Inactive reason: LLGR stale
Communities: llgr-stale
Accepted LongLivedStale
If we simulate a failure on the second link, we get:
juniper@R:R1> show bgp summary
Groups: 3 Peers: 3 Down peers: 2
Table Tot Paths Act Paths Suppressed History Damp State Pending
inet6.0
3 1 0 0 0 0
Peer AS InPkt OutPkt OutQ Flaps Last Up/Dwn State|#Active/Received/Accepted/Damped...
2001:db8:1::2 65000 0 0 0 3 1:08 Connect
inet6.0: 0/1/1/0
2001:db8:2::2 65000 17 12 0 3 1 Active
inet6.0: 0/1/1/0
2001:db8:3::2 65000 18 16 0 1 6:21 Establ
inet6.0: 1/1/1/0
juniper@R:R1> show route protocol bgp
inet6.0: 12 destinations, 14 routes (12 active, 0 holddown, 0 hidden)
+ = Active Route, - = Last Active, * = Both
2001:db8:10::2/128 *[BGP/170] 00:06:28, localpref 100
AS path: I, validation-state: unverified
> to 2001:db8:3::2 via em3.0
[BGP/170] 00:01:15, localpref 100
AS path: I, validation-state: unverified
> to 2001:db8:1::2 via em1.0
[BGP/170] 00:00:08, localpref 100
AS path: I, validation-state: unverified
> to 2001:db8:2::2 via em2.0
But once we make the third link fails, the route doesn't disappear:
juniper@R:R1> show route protocol bgp
inet6.0: 12 destinations, 14 routes (12 active, 0 holddown, 0 hidden)
+ = Active Route, - = Last Active, * = Both
2001:db8:10::2/128 *[BGP/170] 00:00:05, localpref 100, from 2001:db8:1::2
AS path: I, validation-state: unverified
to 2001:db8:1::2 via em1.0
> to 2001:db8:2::2 via em2.0
to 2001:db8:3::2 via em3.0
[BGP/170] 00:00:39, localpref 100
AS path: I, validation-state: unverified
> to 2001:db8:2::2 via em2.0
[BGP/170] 00:00:05, localpref 100
AS path: I, validation-state: unverified
> to 2001:db8:3::2 via em3.0
The prefixes stay as long as the timer is not expired (two minutes in our example):
juniper@R:R1> show bgp neighbor 2001:db8:3::2 | match "llgr|long"

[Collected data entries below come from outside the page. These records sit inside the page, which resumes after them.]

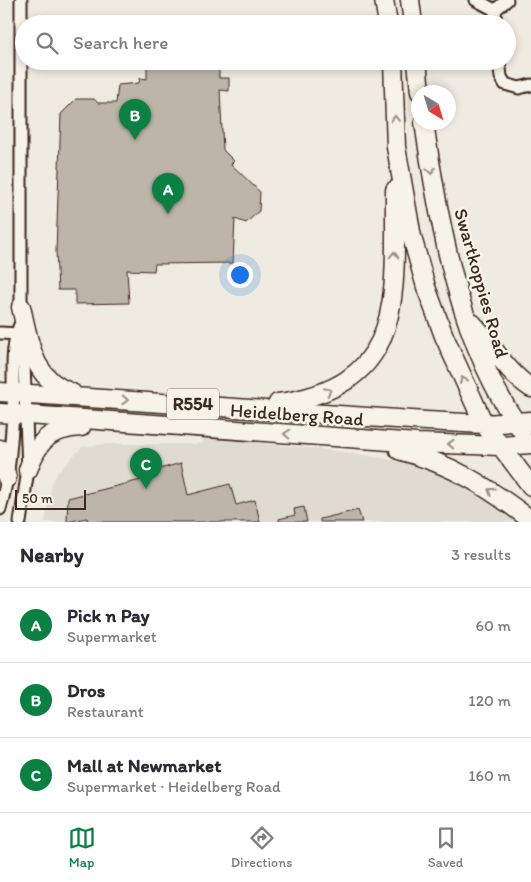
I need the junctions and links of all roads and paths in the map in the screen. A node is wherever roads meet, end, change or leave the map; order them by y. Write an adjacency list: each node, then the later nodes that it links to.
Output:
1 (21, 0): 7 (street)
2 (384, 0): 8 (main road)
3 (410, 0): 9 (main road)
4 (476, 0): 6 (street)
5 (507, 0): 6 (street)
6 (495, 10): 10 (street)
7 (21, 15)
8 (386, 15)
9 (412, 15)
10 (495, 15)
11 (21, 70): 21 (street)
12 (388, 70): 18 (main road)
13 (393, 70): 18 (main road)
14 (418, 70): 16 (main road)
15 (500, 70): 17 (street)
16 (419, 85)
17 (531, 85)
18 (394, 90): 20 (main road, one-way to 18)
19 (425, 130): 22 (main road, Swartkoppies Road / R554, one-way to 22)
20 (396, 147): 28 (main road, one-way to 20); 31 (main road, one-way to 20)
21 (21, 314): 24 (street); 27 (main road)
22 (467, 317): 25 (main road); 30 (main road, Swartkoppies Road / R554)
23 (0, 333): 24 (street)
24 (19, 334): 26 (street)
25 (531, 388)
26 (13, 393): 27 (main road, Heidelberg Road / R554); 29 (street)
27 (88, 398): 28 (main road, Heidelberg Road / R554, one-way to 28)
28 (246, 408): 31 (main road, Heidelberg Road / R554)
29 (13, 414): 32 (main road, Heidelberg Road / R554); 37 (street); 38 (street)
30 (524, 422): 31 (main road, Heidelberg Road / R554); 34 (main road, Swartkoppies Road / R554)
31 (484, 424): 35 (main road)
32 (154, 425): 33 (main road, Heidelberg Road / R554, one-way to 32); 37 (main road)
33 (370, 440): 35 (main road, Heidelberg Road / R554, one-way to 33); 41 (main road, one-way to 33)
34 (531, 443): 35 (main road, Heidelberg Road / R554)
35 (500, 446): 39 (main road)
36 (0, 449): 38 (main road)
37 (28, 470): 42 (street)
38 (7, 478): 40 (street)
39 (531, 486)
40 (0, 509)
41 (531, 520)
42 (20, 522)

Options: <BfdEnabled LLGR>
Time until long-lived stale routes deleted: inet6-unicast 00:00:47
LLGR-stale prefixes: 1
On vRR 16.1R2.11, it doesn't seem possible to use an import policy to match a stale route. The displayed community may have been added after import policies are evaluated.
We can check we can ping the destination despite the ongoing "DDoS" (better than nothing):
juniper@R:R1> ping 2001:db8:10::2 count 10 rapid
PING6(56=40+8+8 bytes) 2001:db8:2::1 --> 2001:db8:10::2
!!.!.!.!.!
--- 2001:db8:10::2 ping6 statistics ---
10 packets transmitted, 6 packets received, 40% packet loss
round-trip min/avg/max/std-dev = 0.580/1.516/2.251/0.677 ms
Long-lived BGP graceful restart is still a draft. It is implemented by Juniper and Cisco.
I didn't try to get the value used for LLGR stale community in JunOS. This is only a minor compatibility problem if they differ between implementations.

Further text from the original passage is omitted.